Records from a dataset:
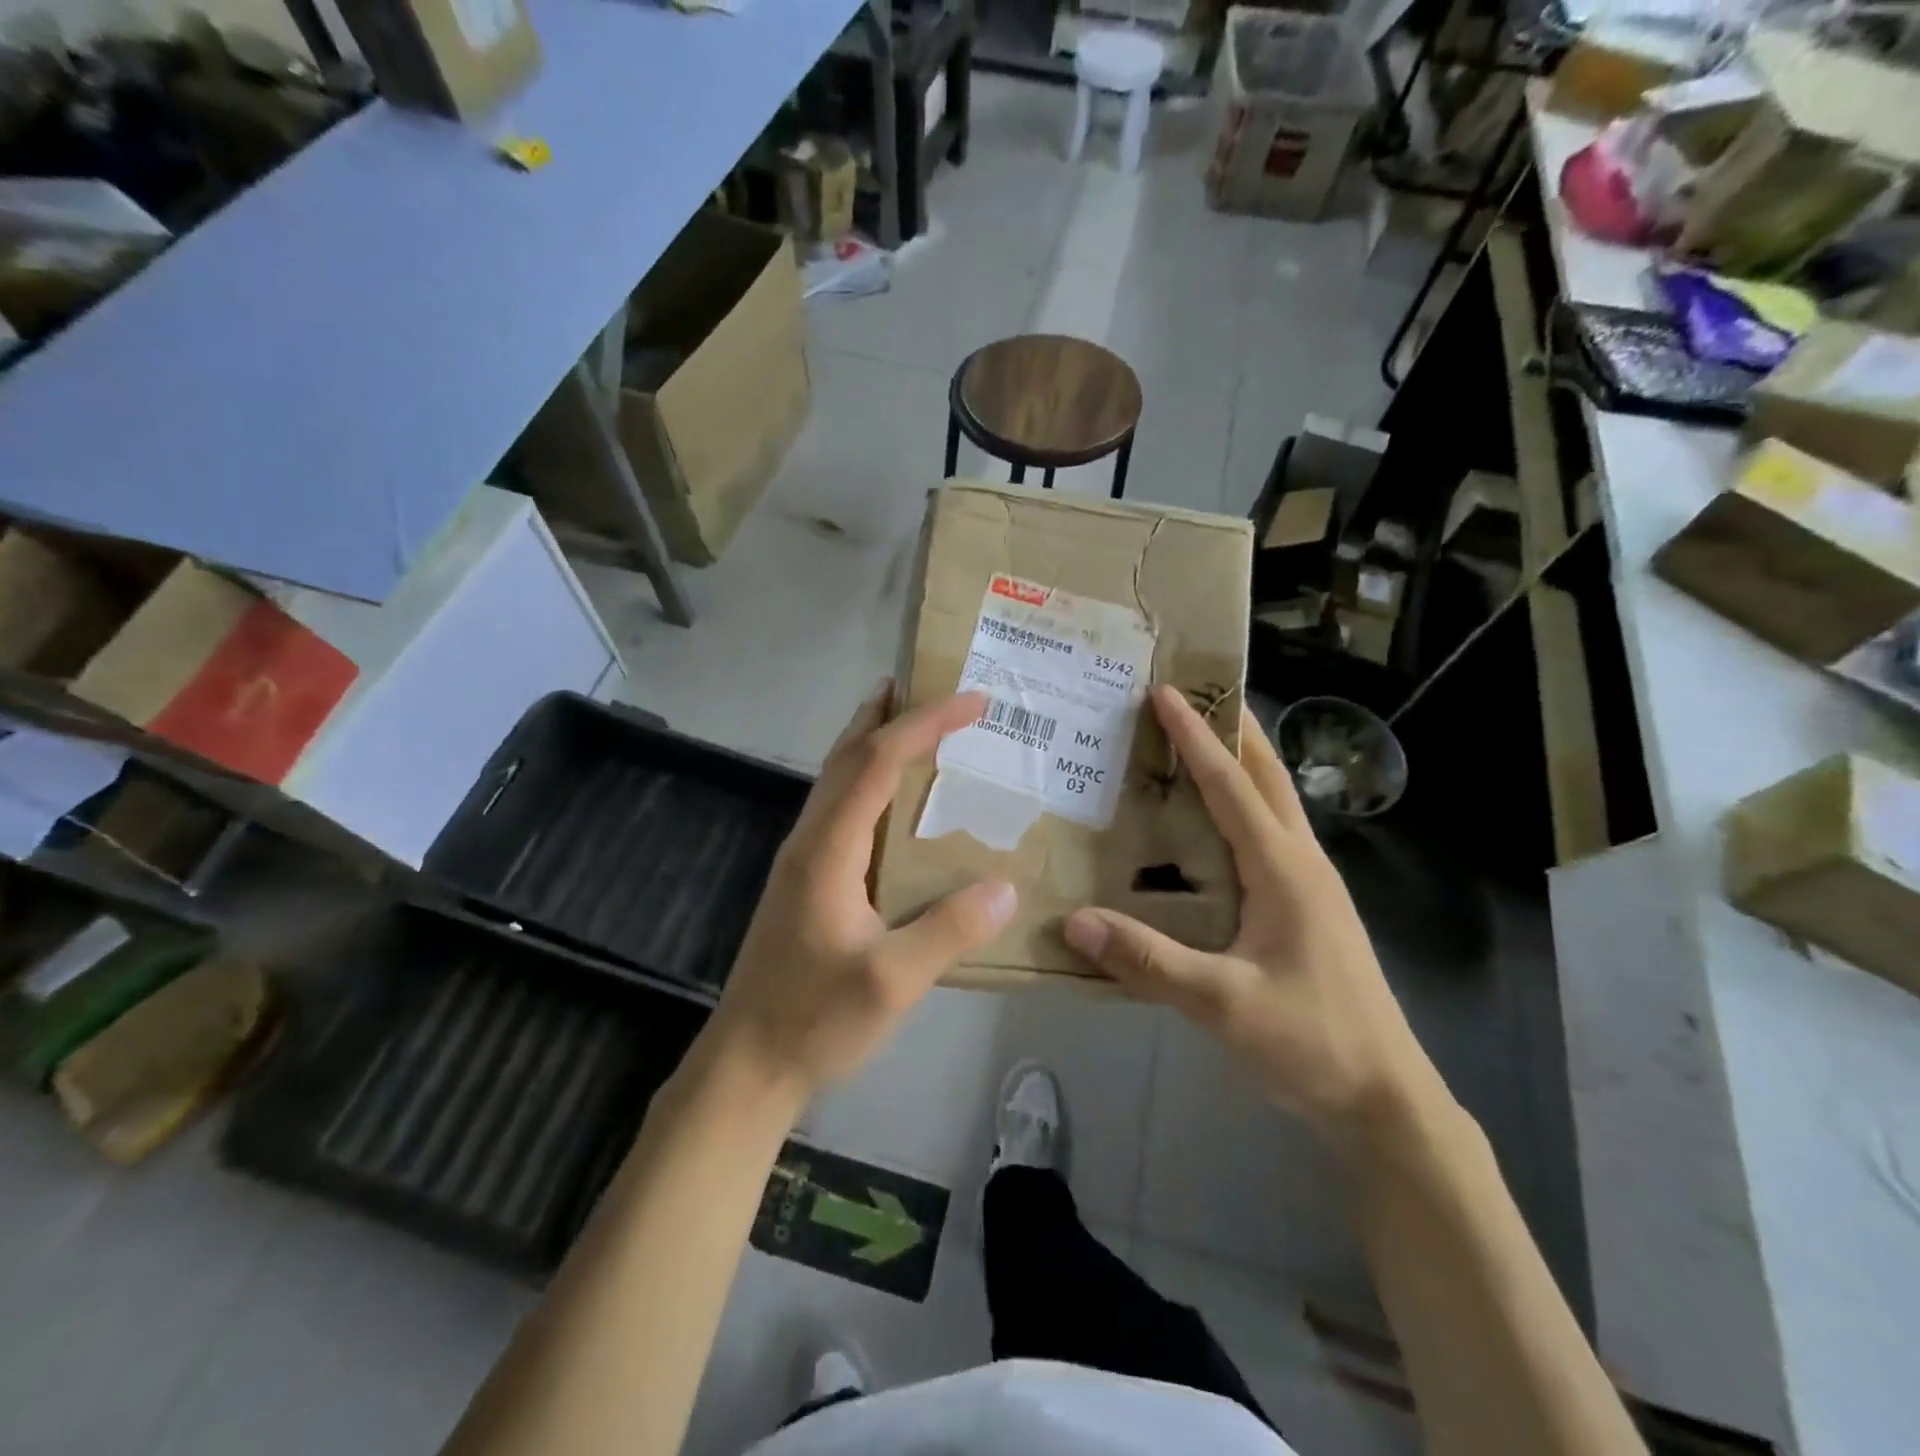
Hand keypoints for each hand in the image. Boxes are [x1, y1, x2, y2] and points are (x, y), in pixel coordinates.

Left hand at [707, 682, 1017, 1102]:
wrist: (748, 1064)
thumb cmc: (815, 1020)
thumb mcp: (892, 981)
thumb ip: (949, 931)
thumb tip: (1006, 886)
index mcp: (828, 849)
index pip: (878, 762)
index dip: (925, 723)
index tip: (973, 700)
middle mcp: (810, 840)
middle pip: (846, 755)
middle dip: (888, 714)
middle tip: (928, 684)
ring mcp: (802, 860)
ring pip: (837, 779)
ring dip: (872, 742)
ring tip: (910, 721)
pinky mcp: (804, 881)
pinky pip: (839, 809)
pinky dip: (868, 780)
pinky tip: (891, 801)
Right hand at [1063, 686, 1441, 1145]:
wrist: (1385, 1099)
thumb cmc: (1311, 1042)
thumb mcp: (1224, 1005)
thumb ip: (1149, 961)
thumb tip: (1076, 921)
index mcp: (1284, 870)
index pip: (1233, 786)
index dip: (1198, 737)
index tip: (1166, 692)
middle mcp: (1301, 863)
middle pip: (1267, 777)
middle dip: (1233, 728)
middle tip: (1193, 693)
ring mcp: (1310, 885)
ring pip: (1273, 803)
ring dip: (1241, 763)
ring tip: (1199, 740)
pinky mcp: (1306, 908)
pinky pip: (1269, 836)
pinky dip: (1241, 806)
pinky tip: (1212, 825)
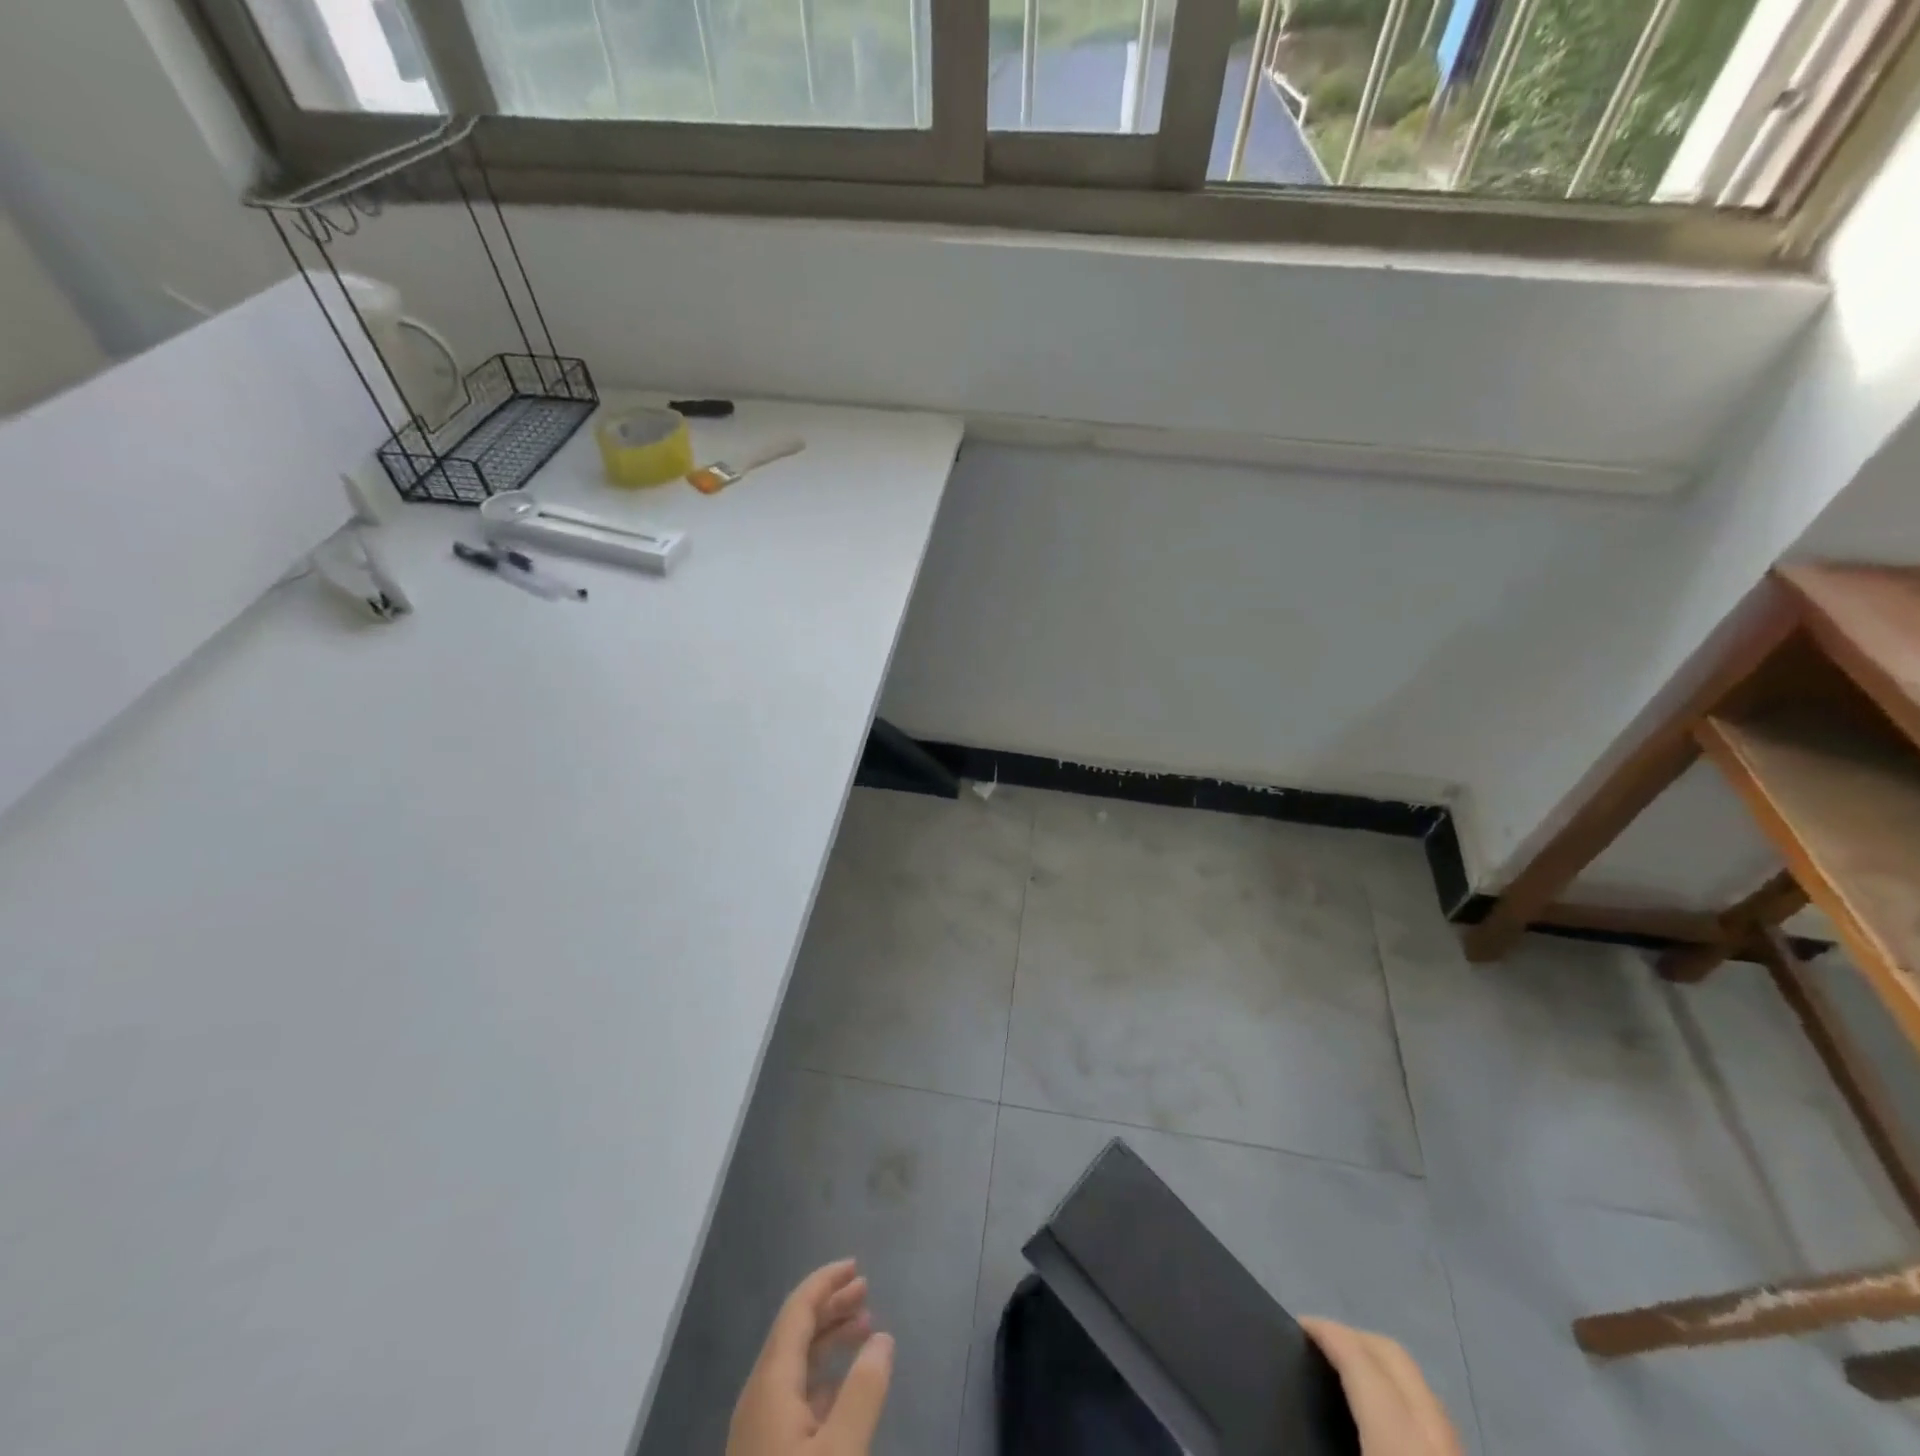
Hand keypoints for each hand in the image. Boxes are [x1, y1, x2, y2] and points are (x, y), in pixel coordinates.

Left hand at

• **What you are asked to do**
Return exactly, and only, the lines above starting at the line that contains "ring mcp: (802, 860)" and ending at the line that contains "middle pip: (1267, 777)".

• **Response to this exercise**
ring mcp: (802, 860)
ring pip: (837, 779)
ring dip: (872, 742)
ring tip: (910, 721)
pinky mcp: (804, 881)
pinky pip: (839, 809)
pinky dip: (868, 780)
pinky tip: (891, 801)
Right hand at [1063, 686, 1441, 1145]:
wrist: (1385, 1099)
thumb cmc: (1311, 1042)
thumb mcp: (1224, 1005)
thumb ip: (1149, 961)
thumb tip: (1076, 921)
index mcp: (1284, 870)
index pip: (1233, 786)
index dip: (1198, 737)
index tip: (1166, 692)
middle mcp: (1301, 863)
middle pip: (1267, 777)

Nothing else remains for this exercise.